● Exercise input
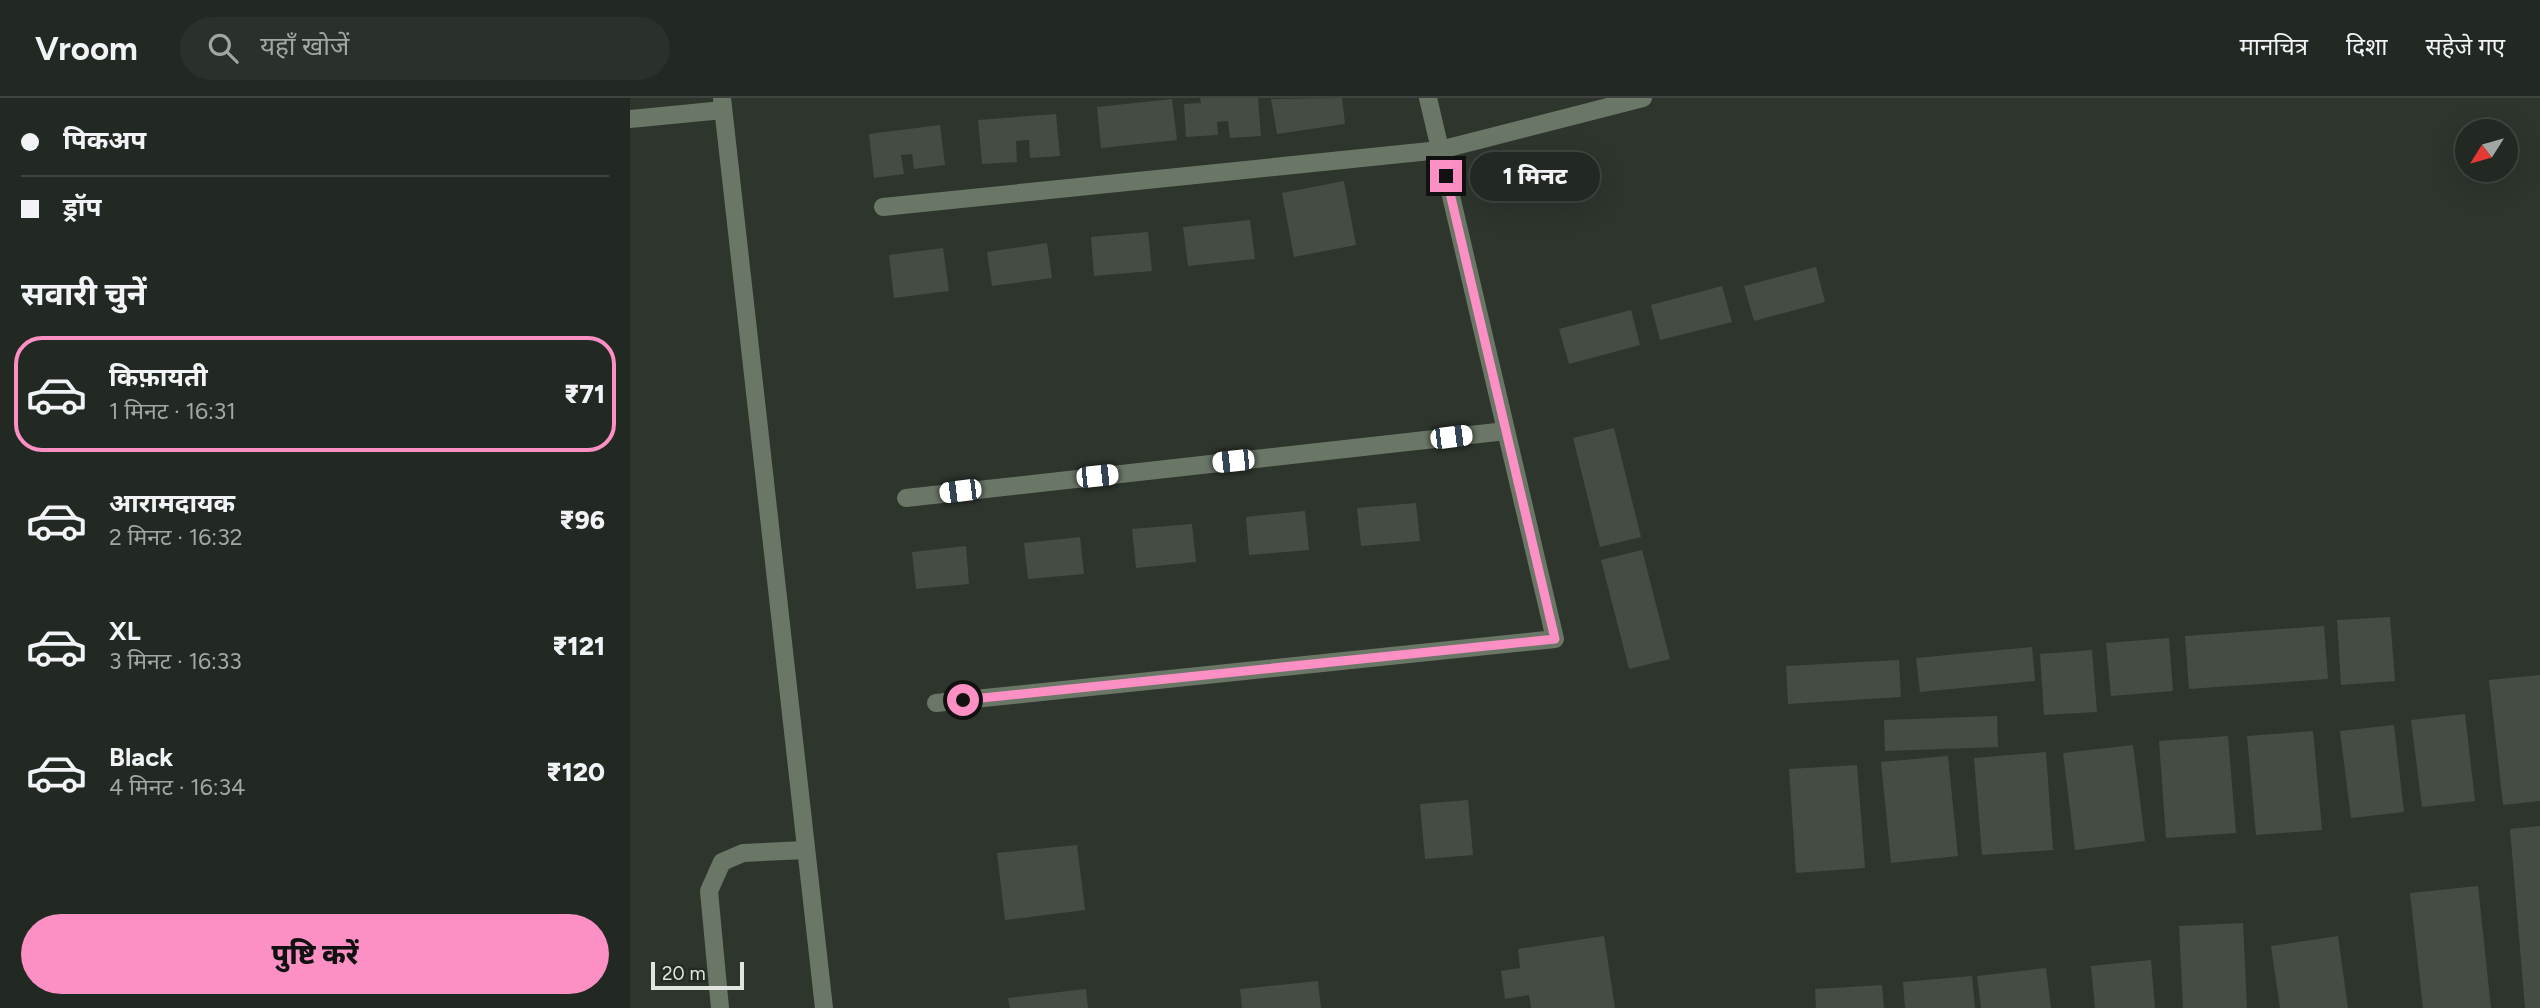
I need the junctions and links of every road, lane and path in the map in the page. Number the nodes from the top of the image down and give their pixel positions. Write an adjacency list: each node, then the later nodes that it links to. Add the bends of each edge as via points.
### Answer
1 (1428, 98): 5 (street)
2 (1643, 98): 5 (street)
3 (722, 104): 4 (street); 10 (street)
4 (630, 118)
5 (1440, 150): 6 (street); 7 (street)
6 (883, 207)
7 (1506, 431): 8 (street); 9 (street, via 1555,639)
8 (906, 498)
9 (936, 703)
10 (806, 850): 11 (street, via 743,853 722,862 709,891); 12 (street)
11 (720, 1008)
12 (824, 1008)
==
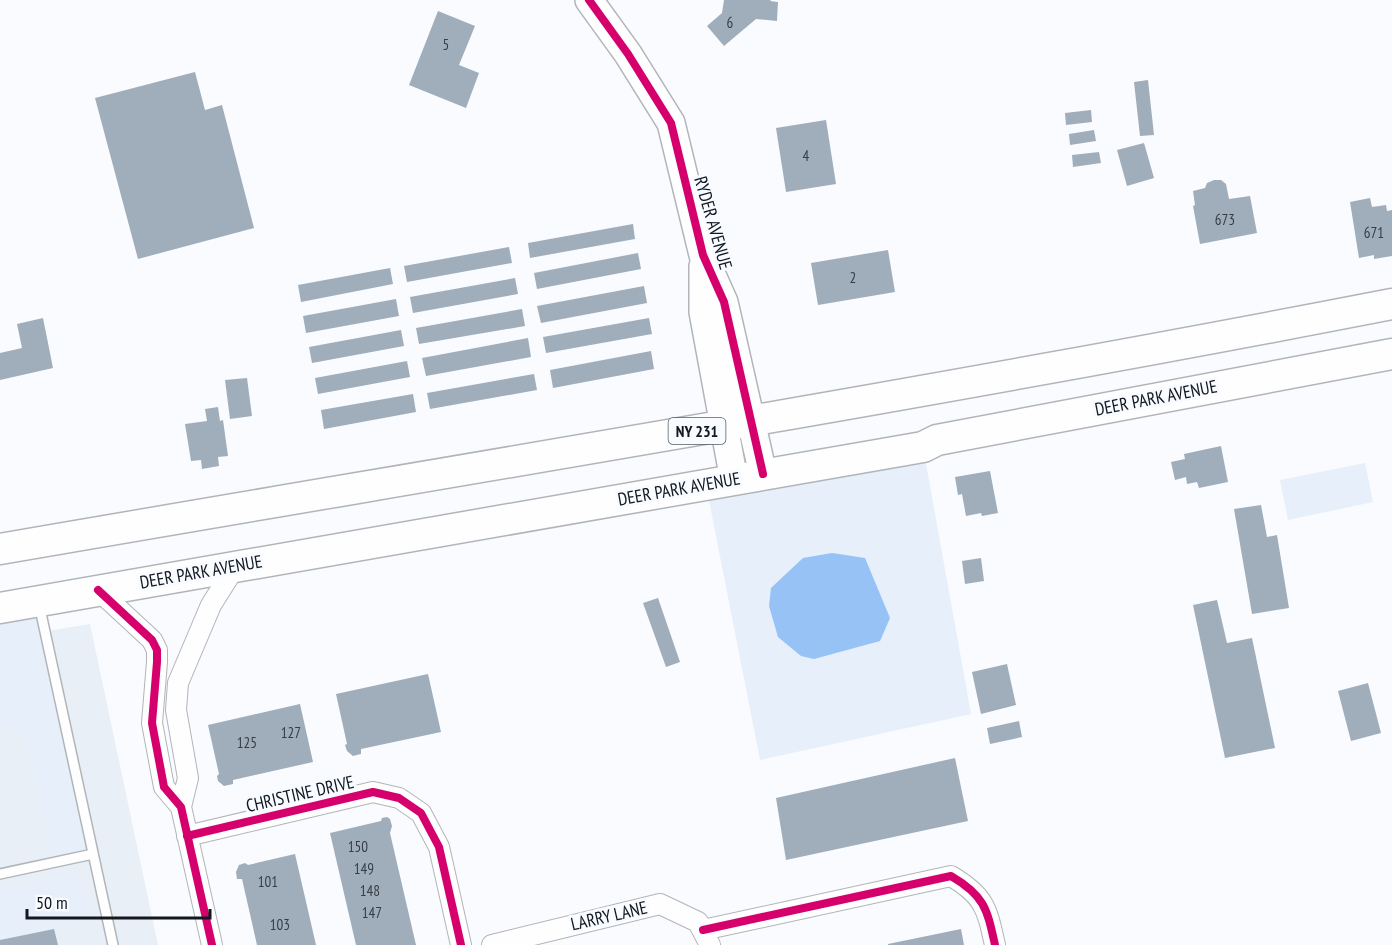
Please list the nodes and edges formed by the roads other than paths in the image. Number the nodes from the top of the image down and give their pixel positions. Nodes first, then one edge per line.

● What the task asks
Look through the entries above and report each line where the string "nodes" occurs.

● Answer section
I need the junctions and links of every road, lane and path in the map in the page. Number the nodes from the top of the image down and give their pixel positions. Write an adjacency list: each node, then the later nodes that it links to. Add the bends of each edge as via points.
Please list the nodes and edges formed by the roads other than paths in the image. Number the nodes from the top of the image down and give their pixel positions. Nodes first, then one edge per line.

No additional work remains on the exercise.